If you've ever written a GitHub Actions workflow, you know that YAML files can get complicated, verbose, and fragile. Imagine if you could instead write a simple, human-readable document describing what you want your AI agent to do, and a machine automatically converted that into the strict code required by GitHub.

That is exactly what the Workflow Compiler does.

The Core Concept: Sketch vs. Blueprint

Think of the Workflow Compiler as a translator or transpiler.

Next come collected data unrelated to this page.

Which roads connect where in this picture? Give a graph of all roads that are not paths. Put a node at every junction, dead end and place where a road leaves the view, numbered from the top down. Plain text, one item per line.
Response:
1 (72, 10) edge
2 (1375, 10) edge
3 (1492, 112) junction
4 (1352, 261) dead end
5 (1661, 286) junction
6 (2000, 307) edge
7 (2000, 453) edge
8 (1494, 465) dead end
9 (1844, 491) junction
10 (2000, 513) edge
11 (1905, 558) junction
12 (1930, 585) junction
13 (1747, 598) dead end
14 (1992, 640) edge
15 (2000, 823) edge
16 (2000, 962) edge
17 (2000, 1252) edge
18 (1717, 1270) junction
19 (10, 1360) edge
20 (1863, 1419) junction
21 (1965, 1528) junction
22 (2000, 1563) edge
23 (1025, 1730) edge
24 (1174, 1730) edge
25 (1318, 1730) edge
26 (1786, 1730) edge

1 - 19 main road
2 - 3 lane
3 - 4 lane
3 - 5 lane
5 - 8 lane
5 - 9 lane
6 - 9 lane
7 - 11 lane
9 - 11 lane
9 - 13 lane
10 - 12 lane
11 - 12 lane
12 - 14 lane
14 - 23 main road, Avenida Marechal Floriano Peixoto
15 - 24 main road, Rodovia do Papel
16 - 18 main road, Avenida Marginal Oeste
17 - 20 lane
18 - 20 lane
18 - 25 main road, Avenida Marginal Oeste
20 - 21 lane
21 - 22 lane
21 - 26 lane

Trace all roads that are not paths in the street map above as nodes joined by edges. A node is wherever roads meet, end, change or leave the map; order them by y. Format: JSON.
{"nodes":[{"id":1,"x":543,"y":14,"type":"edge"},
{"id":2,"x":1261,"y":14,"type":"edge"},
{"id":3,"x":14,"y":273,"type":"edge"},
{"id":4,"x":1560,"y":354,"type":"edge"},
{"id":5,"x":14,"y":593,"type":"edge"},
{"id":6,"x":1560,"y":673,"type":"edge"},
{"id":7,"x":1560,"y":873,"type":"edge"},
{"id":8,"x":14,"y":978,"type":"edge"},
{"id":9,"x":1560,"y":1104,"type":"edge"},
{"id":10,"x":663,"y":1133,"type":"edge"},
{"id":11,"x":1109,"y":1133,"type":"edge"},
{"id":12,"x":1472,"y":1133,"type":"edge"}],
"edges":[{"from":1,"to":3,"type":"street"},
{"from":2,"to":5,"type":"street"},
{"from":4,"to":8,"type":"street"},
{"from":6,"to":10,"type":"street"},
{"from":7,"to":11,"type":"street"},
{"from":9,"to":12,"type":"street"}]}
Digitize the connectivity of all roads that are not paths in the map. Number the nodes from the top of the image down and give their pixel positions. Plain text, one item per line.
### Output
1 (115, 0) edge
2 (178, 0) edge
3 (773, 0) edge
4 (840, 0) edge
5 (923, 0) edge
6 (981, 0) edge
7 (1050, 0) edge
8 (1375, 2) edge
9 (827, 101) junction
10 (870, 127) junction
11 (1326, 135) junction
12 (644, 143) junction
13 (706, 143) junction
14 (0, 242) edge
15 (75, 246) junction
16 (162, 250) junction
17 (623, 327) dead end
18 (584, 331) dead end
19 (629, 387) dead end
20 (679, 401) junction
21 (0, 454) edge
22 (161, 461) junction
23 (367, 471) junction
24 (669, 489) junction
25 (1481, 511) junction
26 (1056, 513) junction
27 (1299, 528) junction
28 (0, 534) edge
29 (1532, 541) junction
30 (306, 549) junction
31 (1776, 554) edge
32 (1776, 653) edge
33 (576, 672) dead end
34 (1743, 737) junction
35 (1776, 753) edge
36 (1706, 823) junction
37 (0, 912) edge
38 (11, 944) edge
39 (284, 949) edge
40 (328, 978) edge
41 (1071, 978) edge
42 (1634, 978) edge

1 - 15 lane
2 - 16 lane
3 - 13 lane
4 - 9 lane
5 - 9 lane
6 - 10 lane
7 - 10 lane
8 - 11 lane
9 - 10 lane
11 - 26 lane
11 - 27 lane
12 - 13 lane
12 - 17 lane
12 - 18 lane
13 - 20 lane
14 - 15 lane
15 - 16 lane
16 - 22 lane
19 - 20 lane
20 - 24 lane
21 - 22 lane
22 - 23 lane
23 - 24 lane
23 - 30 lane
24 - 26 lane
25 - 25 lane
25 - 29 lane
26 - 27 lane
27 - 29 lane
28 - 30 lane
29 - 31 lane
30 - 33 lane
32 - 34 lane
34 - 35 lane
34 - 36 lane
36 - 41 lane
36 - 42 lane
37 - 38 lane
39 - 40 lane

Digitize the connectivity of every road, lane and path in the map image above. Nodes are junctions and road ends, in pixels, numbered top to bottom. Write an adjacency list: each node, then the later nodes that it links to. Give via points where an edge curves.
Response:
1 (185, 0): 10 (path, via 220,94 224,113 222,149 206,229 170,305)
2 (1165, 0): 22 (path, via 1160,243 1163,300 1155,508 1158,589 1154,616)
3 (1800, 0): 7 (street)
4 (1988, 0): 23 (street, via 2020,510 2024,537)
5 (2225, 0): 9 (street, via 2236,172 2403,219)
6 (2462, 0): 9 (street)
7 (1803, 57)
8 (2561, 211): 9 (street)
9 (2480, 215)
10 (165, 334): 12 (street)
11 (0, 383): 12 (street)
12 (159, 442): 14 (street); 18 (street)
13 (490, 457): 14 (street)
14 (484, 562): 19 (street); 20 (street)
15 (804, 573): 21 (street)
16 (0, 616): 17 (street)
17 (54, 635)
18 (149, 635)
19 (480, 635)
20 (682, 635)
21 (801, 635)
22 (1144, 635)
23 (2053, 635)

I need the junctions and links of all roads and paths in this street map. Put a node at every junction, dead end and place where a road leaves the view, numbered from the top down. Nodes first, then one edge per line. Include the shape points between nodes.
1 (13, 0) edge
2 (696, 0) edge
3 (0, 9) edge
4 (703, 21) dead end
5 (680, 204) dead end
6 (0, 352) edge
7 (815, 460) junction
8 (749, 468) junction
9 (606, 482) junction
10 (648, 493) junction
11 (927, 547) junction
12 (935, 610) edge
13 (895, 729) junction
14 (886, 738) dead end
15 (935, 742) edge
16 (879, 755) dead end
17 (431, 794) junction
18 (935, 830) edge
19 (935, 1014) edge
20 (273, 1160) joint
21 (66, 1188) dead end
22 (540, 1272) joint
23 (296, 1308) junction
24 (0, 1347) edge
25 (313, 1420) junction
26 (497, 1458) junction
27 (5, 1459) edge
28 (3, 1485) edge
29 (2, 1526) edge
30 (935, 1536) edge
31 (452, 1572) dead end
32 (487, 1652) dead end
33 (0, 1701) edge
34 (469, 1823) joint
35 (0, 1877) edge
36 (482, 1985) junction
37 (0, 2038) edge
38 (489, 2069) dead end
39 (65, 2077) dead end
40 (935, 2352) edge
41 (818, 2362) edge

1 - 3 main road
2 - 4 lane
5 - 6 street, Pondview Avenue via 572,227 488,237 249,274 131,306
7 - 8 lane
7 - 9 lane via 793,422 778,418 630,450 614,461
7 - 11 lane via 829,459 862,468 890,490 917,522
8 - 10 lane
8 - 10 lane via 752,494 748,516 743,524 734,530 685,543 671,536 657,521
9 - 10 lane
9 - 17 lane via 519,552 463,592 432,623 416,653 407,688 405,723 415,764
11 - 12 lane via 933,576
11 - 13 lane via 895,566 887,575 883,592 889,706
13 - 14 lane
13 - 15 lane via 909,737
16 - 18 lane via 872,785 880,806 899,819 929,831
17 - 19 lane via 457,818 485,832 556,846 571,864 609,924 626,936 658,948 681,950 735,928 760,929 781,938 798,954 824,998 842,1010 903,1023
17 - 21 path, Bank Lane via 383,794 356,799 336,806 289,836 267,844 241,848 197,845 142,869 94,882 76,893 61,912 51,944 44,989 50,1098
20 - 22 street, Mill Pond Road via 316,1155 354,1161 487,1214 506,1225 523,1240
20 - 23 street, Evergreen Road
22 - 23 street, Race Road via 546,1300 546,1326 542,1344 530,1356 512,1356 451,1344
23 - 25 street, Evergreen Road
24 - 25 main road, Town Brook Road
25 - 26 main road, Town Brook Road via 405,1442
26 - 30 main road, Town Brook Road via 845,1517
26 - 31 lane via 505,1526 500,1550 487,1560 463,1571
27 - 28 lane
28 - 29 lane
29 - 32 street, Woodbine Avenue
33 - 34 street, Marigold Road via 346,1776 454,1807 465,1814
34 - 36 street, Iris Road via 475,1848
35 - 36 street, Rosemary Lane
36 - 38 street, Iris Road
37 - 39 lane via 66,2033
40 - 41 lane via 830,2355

The Sketch (Input): You write a .md (Markdown) file. It contains high-level instructions for an AI agent and configuration in the "frontmatter" (the metadata at the top of the file). It's easy for humans to read and edit.
The Blueprint (Output): The Compiler transforms that sketch into a .lock.yml file. This is a rigorous GitHub Actions workflow file. It is "locked" because you shouldn't edit it manually; the machine generates it for you.

Why do we need this?

GitHub Actions runners don't understand Markdown prompts or abstract AI instructions. They only understand strict YAML syntax. The Workflow Compiler bridges this gap, handling:

Validation: Ensuring your configuration is safe and correct.
Expansion: Turning one line of configuration into fifty lines of YAML boilerplate.
Safety: Injecting security layers automatically.

How It Works: A Use Case

Let's look at a simple example.

1. The Input (The Sketch)

You create a file called .github/workflows/triage-agent.md.

---
name: Triage Agent
on:
  issues:
    types: [opened]
permissions:
  issues: write
---

# Triage Instructions

Please look at the new issue. If it is a bug, label it 'bug'.
If it is a feature request, label it 'enhancement'.

2. The Compilation Process

When the compiler runs, it reads this file. It sees you want to trigger on issues, so it generates the necessary YAML event triggers. It sees you need issues: write permission, so it adds that to the job config.

3. The Output (The Blueprint)

The compiler generates .github/workflows/triage-agent.lock.yml. It might look like this (simplified):

# GENERATED FILE - DO NOT EDIT
name: Triage Agent
on:
  issues:
    types: [opened]
jobs:
  agent-run:
    permissions:
      issues: write
    steps:
      - name: Execute Agent
        uses: agentic-engine/action@v1
        with:
          prompt: "Please look at the new issue..."

Under the Hood: The Compilation Pipeline

What happens internally when the compiler runs? Let's visualize the process.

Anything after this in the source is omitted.